Now we have all that we need, we can write a Monad instance!

instance Monad Prob where
    return x = Prob [(x,1%1)]
    m >>= f = flatten (fmap f m)
    fail _ = Prob []

Because we already did all the hard work, the instance is very simple. We also defined the fail function, which is the same as it is for lists, so if there's a pattern match failure in a do expression, a failure occurs within the context of a probability list.

It's also important to check if the monad laws hold for the monad that we just made. The first one says that return x >>= f should be equal to f x. A rigorous proof would be rather tedious, but we can see that if we put a value in a default context with return and then fmap a function over that and flatten the resulting probability list, every probability that results from the function would be multiplied by the 1%1 probability that we made with return, so it wouldn't affect the context. The reasoning for m >>= return being equal to just m is similar. The third law states that f <=< (g <=< h) should be the same as (f <=< g) <=< h. This one holds as well, because it holds for the list monad which forms the basis of the probability monad and because multiplication is associative. 1%2 * (1%3 * 1%5) is equal to (1%2 * 1%3) * 1%5.

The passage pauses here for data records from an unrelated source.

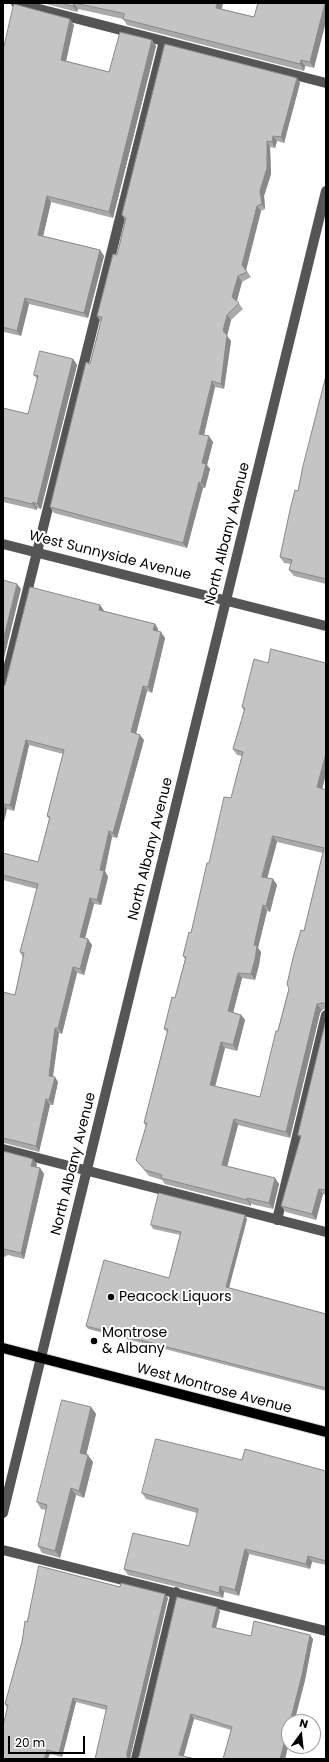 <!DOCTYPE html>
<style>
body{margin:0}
#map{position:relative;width:329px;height:1762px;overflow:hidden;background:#fff;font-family:Poppins,sans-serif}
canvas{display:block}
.frame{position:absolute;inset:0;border:4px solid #000;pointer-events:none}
.north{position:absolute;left:281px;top:1714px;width:40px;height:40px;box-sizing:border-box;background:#fff;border:1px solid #999;border-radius:50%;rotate:15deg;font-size:11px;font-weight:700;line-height:16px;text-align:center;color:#000}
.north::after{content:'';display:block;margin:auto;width:14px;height:18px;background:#000;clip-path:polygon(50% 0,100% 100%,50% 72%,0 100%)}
.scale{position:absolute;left:8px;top:1736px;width:77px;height:18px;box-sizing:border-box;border:2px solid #000;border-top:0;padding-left:5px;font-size:12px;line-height:14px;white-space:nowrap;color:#000;-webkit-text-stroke:3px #fff;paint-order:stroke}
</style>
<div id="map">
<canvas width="329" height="1762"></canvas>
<div class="frame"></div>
<div class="north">N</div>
<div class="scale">20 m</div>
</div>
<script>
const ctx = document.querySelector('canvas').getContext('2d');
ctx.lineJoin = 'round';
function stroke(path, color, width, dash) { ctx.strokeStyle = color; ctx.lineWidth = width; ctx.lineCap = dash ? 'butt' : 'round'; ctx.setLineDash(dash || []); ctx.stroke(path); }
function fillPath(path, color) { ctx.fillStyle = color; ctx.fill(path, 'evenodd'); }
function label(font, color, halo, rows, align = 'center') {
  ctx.font = font + ' Poppins,sans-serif'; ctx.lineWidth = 4; ctx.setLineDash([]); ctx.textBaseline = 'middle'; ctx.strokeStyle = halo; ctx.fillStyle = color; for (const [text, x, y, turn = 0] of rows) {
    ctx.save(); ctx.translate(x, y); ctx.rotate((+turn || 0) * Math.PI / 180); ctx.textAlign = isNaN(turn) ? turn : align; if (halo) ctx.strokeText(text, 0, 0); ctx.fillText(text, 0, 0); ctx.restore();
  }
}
const major = new Path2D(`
 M3,1348l323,84`);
stroke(major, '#dbdbdb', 12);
stroke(new Path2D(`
 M16,3l310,80
 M3,544l323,82
 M3,689l161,-648
 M3,1149l323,83
 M277,1220l49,-205
 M3,1513l323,-1322
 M3,1550l323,81
 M136,1759l40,-167`), '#555', 10);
stroke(major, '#000', 10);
fillPath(new Path2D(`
 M42,3h181l-1,6 32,8 72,-14 -12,65 -9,-2 -1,5 -177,-46 -4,-6 -45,-10 -1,3z
 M70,19l4,6 -8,36 43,11 43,-32 4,6 -43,172 -62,-16 -8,34 57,14 4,6 -16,62 -59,-14 -8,32 -17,-4 -1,5v-286z
 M297,78l3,5 -16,60 -7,-2 -2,7 -5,-1 1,27 -7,22 1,13 -4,2 -15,59 5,7 -9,5 -5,19 6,8 -12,11 -4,16 4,5 -7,48 -9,-2 -11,48 9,7 -6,23 3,4 -5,19h-2l-16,60 -133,-35 -4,-6 40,-143 11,-42 -4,-6 20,-61 8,-35 -3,-5z
 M73,359l4,6 -36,144 -4,-1v2l-34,-8v-94l25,6 9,-35 -3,-4z
 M326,376v208l-32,-8 -5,-6 2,-6 -7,-1 -4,-6 18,-66z
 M100,605l4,6 51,13 3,5v2l7,7 -13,55 -5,-2 -11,42 8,7 -27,98 -5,-1 -7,34 3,6 -7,28 -7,-1 -9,34 7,7 -8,30 -7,-2 -15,61 -3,-1 -6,44 5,5 -5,23h-3l-11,47 -35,-9h-1v-151l12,3 8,-37 -3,-6 17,-63 -34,-9v-27l35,9 11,-43 -2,-3 16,-62 -34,-9 -15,66 -7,-2 -4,16v-137z
 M268,663h58v111l-4,15 4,1v219l-4,1 -2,3 -30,125 -52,-13 -11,41 48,12 4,6 -6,25 -22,-5v2l-86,-22 -3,-4 -13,-4 -13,-16 10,-34 -2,-3 23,-91 -3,-3 11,-31 10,-39 -2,-3 8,-23 18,-70 22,-65 11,-42 -5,-1 -4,-6 11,-38 -2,-4zM277,842l46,11 -19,78 -44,166 -45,-11 10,-38 12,3 8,-31 -4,-5 -8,-2 9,-35 13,2 4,-15 2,-13 -3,-4 9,-37 3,1 7,-27 -4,-6 -6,-1z
 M326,1020v175l-3,-1 -7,26 -30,-8 -5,-6 20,-68 -3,-3z
 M3,1151l34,13 -1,3 4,1 4,6 -20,85 -16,-4 -5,3z
 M247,1219l-18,69 97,26v77l-238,-62 -2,-3 83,-48 11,-43 -27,-6 -2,-4z
 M91,1407l5,7 -10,41 7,7 -9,36 -8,-3 -16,63 -18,-5 -4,-7 8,-36 -5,-1 -4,-7z
 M242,1460l84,11v94l-14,-3 -2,7 -61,-15 -10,42 -15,-4 -1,6 -95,-23 -4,-6 65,-23 8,-33 -51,-14 -4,-6z
 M120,1587l48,11 -38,159 -24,-47 -30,-8 -14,55 -12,-3 -43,-46 -2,-4 22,-82z
 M217,1607l3,4 -4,17 35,8 62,3 -8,41 -20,79h-62l8,-29 -37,-11 -11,37h-44z`), '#a9a9a9');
fillPath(new Path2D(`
 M74,3l4,6 -1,3 -4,-6z
 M217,3h6l-3,11 -4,-6z
 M325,3h1v19l-12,46 -4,-6z
 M70,19l4,6 -9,41 -4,-6z
 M152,40l4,6 -43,172 -4,-6z
 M301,60l4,6 -1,5 -4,-7z
 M297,78l3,5 -16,60 -3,-6z
 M273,136l4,5 -2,7 -3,-6z
 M267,141l3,6 1,27 -7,22 1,13 -3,-5 -2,-13z
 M47,196l4,6 -9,39 -4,-6z
 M257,206l4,5 -15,59 -4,-5z
 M100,250l4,6 -16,62 -4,-5z
 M238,276l4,6 -6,21 -4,-6z
 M25,298l4,6 -8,32 -4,-5z
 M227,315l4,5 -4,16 4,5 -7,48 -3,-5 2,-53z
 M73,359l4,6 -36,144 -4,-5z
 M212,381l3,6 -12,52 -4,-5z
 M209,436l4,6 -6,23 3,4 -5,19 -4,-5 1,-20z
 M199,482l4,6 -16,60 -4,-5z
 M33,502l4,6v2l-5,-6z
 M17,584l4,5 -18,73v-21z
 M100,605l4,6 -1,4 -4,-5z
 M155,624l3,5 -1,6 -4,-5z
 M161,632l4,6 -13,55 -4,-6z
 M143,686l4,5 -12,47 -4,-6z
 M140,735l4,5 -27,98 -4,-5z
 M26,740l3,5 -15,66 -4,-6z
 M326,753v21l-5,19 -4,-6z
 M3,804l4,5 -4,16z
 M109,831l3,6 -7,34 3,6 -7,28 -4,-5 3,-30z
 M273,836l4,6 -11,41 -4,-6z
 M273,879l4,6 -7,27 -4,-6z
 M90,898l4,6 -10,38 -4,-5z
 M263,905l4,6 -9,37 3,4 -2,13 -4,15 -4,-6 3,-29z
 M88,939l4,6 -8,30 -4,-6z
 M73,967l4,6 -15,61 -4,-6z
 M238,973l4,5 -10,39 -4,-6z
 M317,1004l5,6 -2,3 -30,125 -4,-6 30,-124z
 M241,1015l4,5 -8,31 -4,-6z
 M55,1028l4,5 -7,48 -3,-5z
 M221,1042l4,6 -11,43 -4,-6z
 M55,1077l3,5 -5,23 -4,-5z
 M46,1099l4,6 -11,47 -3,-6z
 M234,1119l4,6 -12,46 -4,-6z
 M33,1159l4,5 -2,8 -4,-6z
 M40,1168l4,6 -20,85 -3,-6z
 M275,1178l4,6 -6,25 -4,-6z
 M319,1189l4,5 -7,26 -4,-6z
 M247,1198l4,6v2l-4,-6z
 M245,1215l2,4 -19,72 -2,-4z
 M91,1407l5,7 -11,46 -5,-7z
 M88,1455l5,7 -9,36 -5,-7z
 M71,1488l5,7 -16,63 -5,-7z
 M245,1549l4,5 -10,42 -4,-6z
 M308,1556l4,6 -2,7 -4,-5z
 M220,1586l4,6 -1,6 -4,-5z
 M165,1594l3,4 -38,161h-2l-1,-2v-4z
 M217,1607l3,4 -5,20 -3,-4z
 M310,1635l3,4 -8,41 -11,42h-4z
 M73,1698l3,4 -14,55 -3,-4z
 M191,1714l3,5 -11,40 -4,-4z
 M289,1725v17l-4,17h-5z
 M47,1750l3,4 -2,5h-4z`), '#898989');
const building = new Path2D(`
 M61,3h13l-1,3z
 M75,3h142l-1,5 38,9 4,-14h67l-15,59 -9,-2 -1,4 -177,-45 1,-5z
 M14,4l56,15 -9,41 48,12 11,-40 32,8 -43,172 -62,-16 -9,39 62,15 -16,63 -59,-15 -8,33 -14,-4v-256l1,-3h-1v-17z
 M165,44l132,34 -16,59 -8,-1 -1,6 -5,-1v27l-7,23 2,13 -5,2 -15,59 5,7 -9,4 -6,21 7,6 -12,12 -4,16 4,4 -6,49 -9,-3 -13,53 10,2 -7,27 4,1 -5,19 -2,-1 -16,61 -133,-36 36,-145 4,2 12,-47 -5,-1 16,-62 4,1 9,-37 -4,-3z
 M40,351l33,8 -36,145 -4,-2 -1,2 -29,-7v-89l25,6 10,-38 -4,-1z
 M326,376v203l-37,-9 3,-10 -12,-3 10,-47 5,-20 3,1 5,-25z
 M3,580l14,4 -14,57z
 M30,587l70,18 -1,5 56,14 -2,6 8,2 -13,55 -5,-1 -12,46 9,3 -27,98 -4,-2 -9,39 4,1 -7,29 -7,-2 -10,39 8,2 -8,30 -7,-2 -15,61h-3l-6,48 6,1 -6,23 -3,-1 -10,47 -33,-8v-146l12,3 9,-42 -4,-1 18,-68 -35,-9v-22l35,9 12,-45 -3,-1 17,-66 -38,-10 -16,65 -7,-1v-116l2,-3z
 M271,649l55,14v90l-9,34 9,3v214l-3,-1 -6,1 -1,4 -30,124 -52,-13 -12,46 53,13 -6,25 -22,-5v2l-86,-22 1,-3 -17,-5 -9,-10 11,-37h-3l24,-94h-4l8,-32 3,1 11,-41 -3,-1 6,-24 2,1 16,-70h2l15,-66 7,1 12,-46 -10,-3 12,-41 -3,-1 12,-48 14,4zM273,836l51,12 -20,83 -3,-1 -7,24 -7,30 2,5 -11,42h-2l-16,66 -50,-12 11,-43 12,3 8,-30 -13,-4 10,-38 13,1 4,-15 2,-13 -3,-1 9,-40 3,1 7,-27 -11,-2z
 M326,1020v170l-7,-1 -7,25 -31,-8 20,-70 -3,-1z
 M3,1151l30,8 -2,7 9,2 -19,85 -17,-4 -1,1z
 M159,1193l86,22 -19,72 100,27v74l-240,-62 18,-66 65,18 12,-46 -30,-7z
 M62,1400l29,7 -11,46 8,2 -9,36 -8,-3 -16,63 -17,-5 9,-41 -10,-3z
 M156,1439l86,21 3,-11 81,22v90l-18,-5 -2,8 -61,-15 -10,41 -15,-4 -1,7 -95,-24 9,-36 56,13 9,-37 -56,-16z
 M39,1566l81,21 1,-4 44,11 -38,159v4l2,2h-34l12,-53 -34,-8 -14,55 -12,-3 -3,9h-41v-33l5,-21 -3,-1 17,-62 3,-21 2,1z
 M177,1597l40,10 -5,20 39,9 3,-15 56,14 -8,40 -12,47h-1v3l-9,34h-57l9,-32 -41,-13 -12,41 16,4h-58l2,-3z`);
fillPath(building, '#c4c4c4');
stroke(building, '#898989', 1);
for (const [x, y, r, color] of [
 [111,1297,4,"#000"],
 [94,1341,4,"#000"]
]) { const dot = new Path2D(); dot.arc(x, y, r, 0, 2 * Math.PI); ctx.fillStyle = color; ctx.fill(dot); stroke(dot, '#fff', 1.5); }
label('14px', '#000', '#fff', [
 ["North Albany Avenue",228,534,-76],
 ["West Sunnyside Avenue",110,556,14],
 ["North Albany Avenue",151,849,-76],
 ["North Albany Avenue",74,1164,-76],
 ["West Montrose Avenue",214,1389,15]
]);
label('14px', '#000', '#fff', [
 ["Peacock Liquors",119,1297],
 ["Montrose",102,1333],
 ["& Albany",102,1349]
], 'left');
</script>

Now that we have a monad, what can we do with it? Well, it can help us do calculations with probabilities. We can treat probabilistic events as values with contexts and the probability monad will make sure that those probabilities get reflected in the probabilities of the final result.

Say we have two normal coins and one loaded coin that gets tails an astounding nine times out of ten and heads only one time out of ten. If we throw all the coins at once, what are the odds of all of them landing tails? First, let's make probability values for a normal coin flip and for a loaded one:

data Coin = Heads | Tails deriving (Show, Eq)

coin :: Prob Coin
coin = Prob [(Heads,1%2),(Tails,1%2)]

loadedCoin :: Prob Coin
loadedCoin = Prob [(Heads,1%10),(Tails,9%10)]

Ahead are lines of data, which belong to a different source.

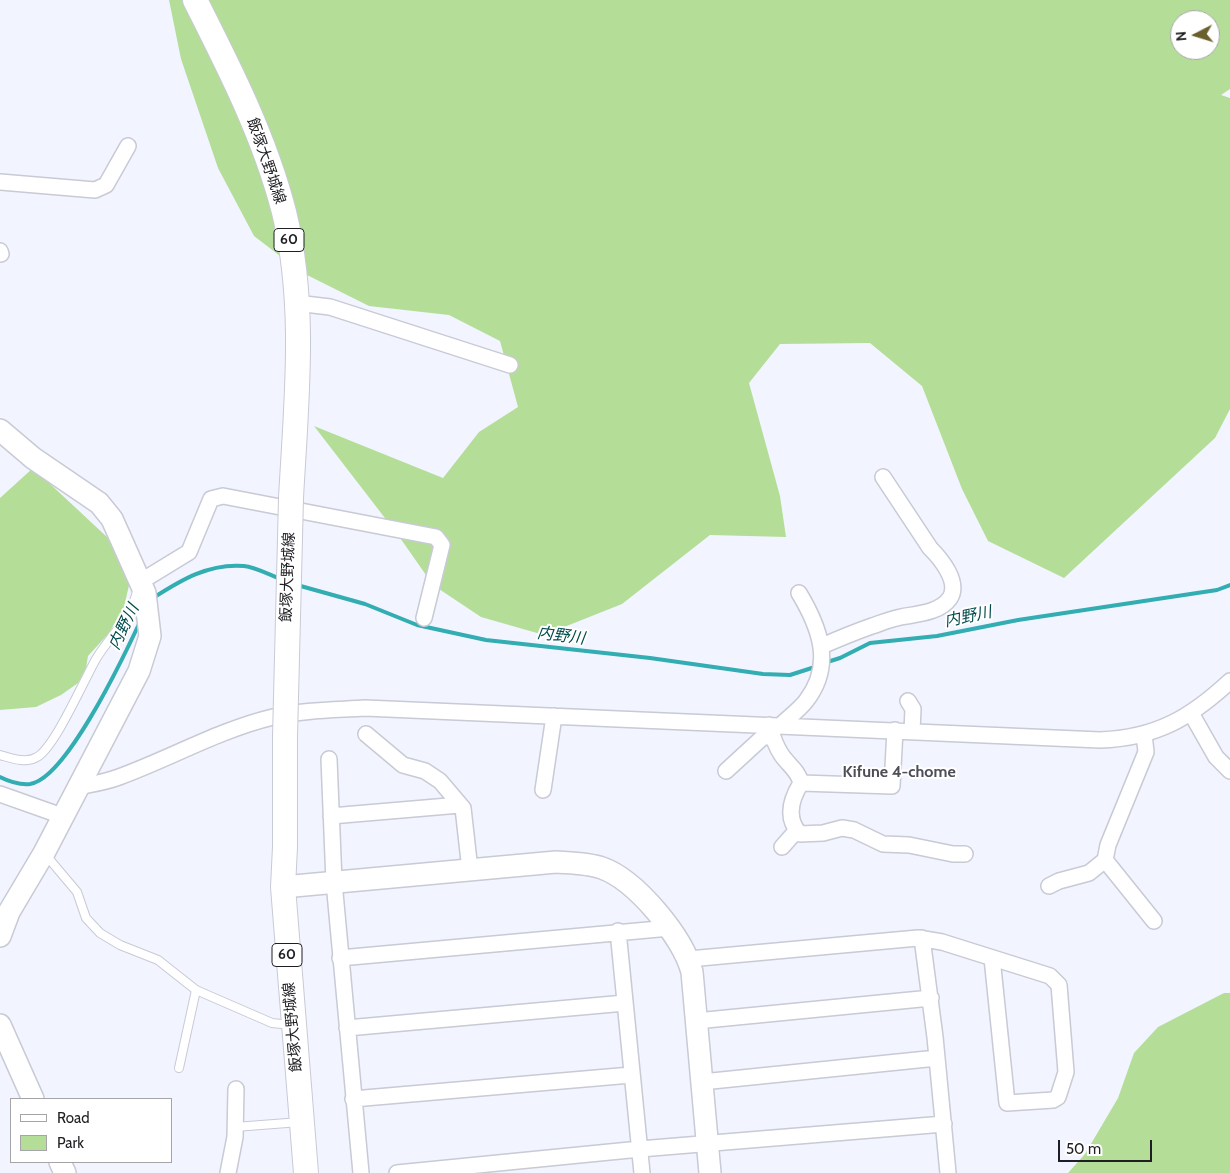 <!DOCTYPE html>
<meta charset="utf-8">
<style>
body{margin:0}
#map{position:relative;width:1230px;height:1173px;overflow:hidden;background:#f2f4ff;font-family:Cabin,sans-serif}
canvas{display:block}
.legend{position:absolute;left:10px;top:1098px;width:162px;height:65px;box-sizing:border-box;background:#fff;border:1px solid #a5a5a7;margin:0;padding:6px 9px;list-style:none;font-size:15px;color:#1f1f23}
.legend li{display:flex;align-items:center;gap:10px;height:25px}
.legend b{width:25px;border:1px solid #a5a5a7}
.north{position:absolute;left:1170px;top:10px;width:50px;height:50px;box-sizing:border-box;background:#fff;border:1px solid #a5a5a7;border-radius:50%;rotate:265deg;font-size:14px;font-weight:700;line-height:20px;text-align:center;color:#1f1f23}
.north::after{content:'';display:block;margin:auto;width:18px;height:22px;background:#6b602c;clip-path:polygon(50% 0,100% 100%,50% 72%,0 100%)}
.scale{position:absolute;left:1058px;top:1140px;width:94px;height:22px;box-sizing:border-box;border:2px solid #1f1f23;border-top:0;padding-left:6px;font-size:15px;line-height:18px;white-space:nowrap;color:#1f1f23;-webkit-text-stroke:4px #fff;paint-order:stroke}
</style>
<div id="map">
<canvas width="1230" height="1173"></canvas>
<ul class="legend">
<li><b style="height:6px;background:#fff"></b>Road</li>
<li><b style="height:14px;background:#b4de98"></b>Park</li>
</ul>
<div class="north">N</div>
<div class="scale">50 m</div>
</div>
<script>
const ctx = document.querySelector('canvas').getContext('2d');
ctx.lineJoin = 'round';
function paint(path, color) { ctx.fillStyle = color; ctx.fill(path, 'evenodd'); }
function trace(path, color, width, dash) { ctx.strokeStyle = color; ctx.lineWidth = width; ctx.lineCap = dash ? 'butt' : 'round'; ctx.setLineDash(dash || []); ctx.stroke(path); }
function write(font, color, halo, rows, align = 'center') {
  ctx.font = font + ' Cabin,"Noto Sans JP",sans-serif'; ctx.lineWidth = 4; ctx.setLineDash([]); ctx.textBaseline = 'middle'; ctx.strokeStyle = halo; ctx.fillStyle = color; for (const [text, x, y, turn = 0] of rows) {
    ctx.save(); ctx.translate(x, y); ctx.rotate((+turn || 0) * Math.PI / 180); ctx.textAlign = isNaN(turn) ? turn : align; if (halo) ctx.strokeText(text, 0, 0); ctx.fillText(text, 0, 0); ctx.restore();
  }
}
paint(new Path2D(`
 M169,0H1230V89L1221,95L1230,98V409L1215,438L1064,578L988,541L962,489L922,386L870,343L780,344L749,383L780,496L786,537L710,535L622,604L544,635L481,617L433,585L398,535L314,426L443,478L479,432L518,407L500,341L449,315L369,306L301,272L254,236L218,168L181,59ZM1180,20H1210V50H1180Z
 M33,468L107,537L130,581L124,607L109,633L88,656L86,668L78,683L61,695L36,707L0,710V498Z
 M1224,993H1230V1173H1068L1085,1154L1118,1098L1134,1053L1158,1027Z`), '#b4de98');
trace(new Path2D(`
 M297,585L365,604L417,625L486,640L650,658L763,674L790,675L818,666
 M153,598C181,580 209,563 244,566C255,567 270,575 281,579
 M824,663L840,658L870,643L937,636L1018,620L1217,590L1230,585
 M0,777C8,781 20,785 30,784C66,779 124,656 139,624`), '#32adb1', 4);
const lane = new Path2D(`
 M0,755C11,758 26,764 37,757C55,747 84,680 96,659C110,636 131,618 137,591
 M45,854L77,892L86,918L100,933L120,945L158,960L196,990
 M179,1068L196,990L272,1023L291,1025
 M235,1127L300,1122`);
const street = new Path2D(`
 M0,182L95,190L106,185L128,146
 M0,251L1,254
 M296,303L330,307L510,365
 M140,582L189,552L211,499L223,496L436,537L442,545L424,618
 M822,646C838,639 855,632 872,626C881,623 891,619 901,617C916,614 940,613 950,598C960,582 941,559 930,548L883,477
 M908,701L913,709L912,731
 M1191,713L1216,757L1230,771
 M769,725C772,735 775,745 781,754C788,765 798,770 801,783C791,799 785,818 800,834L823,833L842,828L854,830L883,844L909,845L953,854H965
 M781,725C789,717 799,710 806,701C834,665 820,628 799,593
 M366,734L403,765L425,771L440,781L463,808L470,870
 M1144,734L1146,752L1108,845L1105,860L1154,921
 M329,759L334,882L361,1173
 M726,771L763,737H772
 M801,783L892,786L895,730
 M78,787C92,784 106,782 119,777C171,758 219,730 273,717C303,710 334,710 365,708L1100,740C1156,738 1190,718 1230,681
 M543,790L554,716
 M0,794L62,816
 M331,816L460,805
 M782,847L797,830
 M1049,886L1059,881L1089,873L1105,860
 M618,931L642,1173
 M922,938L935,1037L948,1173
 M340,958L670,928
 M689,959L918,938L942,942L1050,976L1059,985L1066,1072L1058,1097L1053,1100L1007,1103L992,958
 M696,1021L931,998
 M347,1028L625,1003
 M702,1082L937,1058
 M353,1099L631,1075
 M228,1173L235,1137L236,1089
 M397,1173L640,1149L944,1124`);
const secondary = new Path2D(`
 M0,430L33,458L99,503L112,519L145,593L150,636L139,671L44,853L9,912L0,936
 M283,887L556,862C571,863 588,863 602,868C636,880 683,937 692,972L710,1173
 M0,1025L33,1099
 M60,1162L65,1173`);
const primary = new Path2D(`
 M195,0C230,69 265,138 284,212C307,305 296,405 291,498
 M285,737V847L283,887L306,1173`);
trace(lane, '#c8cad4', 10);
trace(street, '#c8cad4', 18);
trace(secondary, '#c8cad4', 24);
trace(primary, '#c8cad4', 26);
trace(lane, '#fff', 8);
trace(street, '#fff', 15);
trace(secondary, '#fff', 21);
trace(primary, '#fff', 24);
const primaryBridge = new Path2D(`
 M285,737L291,498`);
trace(primaryBridge, '#c8cad4', 26, []);
trace(primaryBridge, '#fff', 24);
for (const [x, y, w] of [
 [289,240,30],
 [287,955,30]
]) { const box = new Path2D(); box.roundRect(x - w / 2, y - 11.5, w, 23, 4); ctx.fillStyle = '#fff'; ctx.fill(box); trace(box, '#1f1f23', 1); }
write('bold 14px', '#1f1f23', null, [
 ["60",289,240],
 ["60",287,955]
]);
write('15px', '#1f1f23', '#fff', [
 ["飯塚大野城線",266,161,71],
 ["飯塚大野城線",288,577,-88],
 ["飯塚大野城線",293,1027,-95]
]);
write('italic 16px', '#004b4d', '#fff', [
 ["内野川",968,617,-12],
 ["内野川",124,627,-64],
 ["内野川",561,636,7]
]);
write('bold 16px', '#4d4e57', '#fff', [
 ["Kifune 4-chome",899,772]
]);
</script>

And finally, the coin throwing action:

import Data.List (all)

flipThree :: Prob Bool
flipThree = do
    a <- coin
    b <- coin
    c <- loadedCoin
    return (all (==Tails) [a,b,c])

Giving it a go, we see that the odds of all three landing tails are not that good, despite cheating with our loaded coin:

ghci> getProb flipThree
[(False,1 % 40),(False,9 % 40),(False,1 % 40),(False,9 % 40),
 (False,1 % 40),(False,9 % 40),(False,1 % 40),(True,9 % 40)]

All three of them will land tails nine times out of forty, which is less than 25%. We see that our monad doesn't know how to join all of the False outcomes where all coins don't land tails into one outcome. That's not a big problem, since writing a function to put all the same outcomes into one outcome is pretty easy and is left as an exercise to the reader (you!)

In this section, we went from having a question (what if lists also carried information about probability?) to making a type, recognizing a monad and finally making an instance and doing something with it. I think that's quite fetching! By now, we should have a pretty good grasp on monads and what they're about.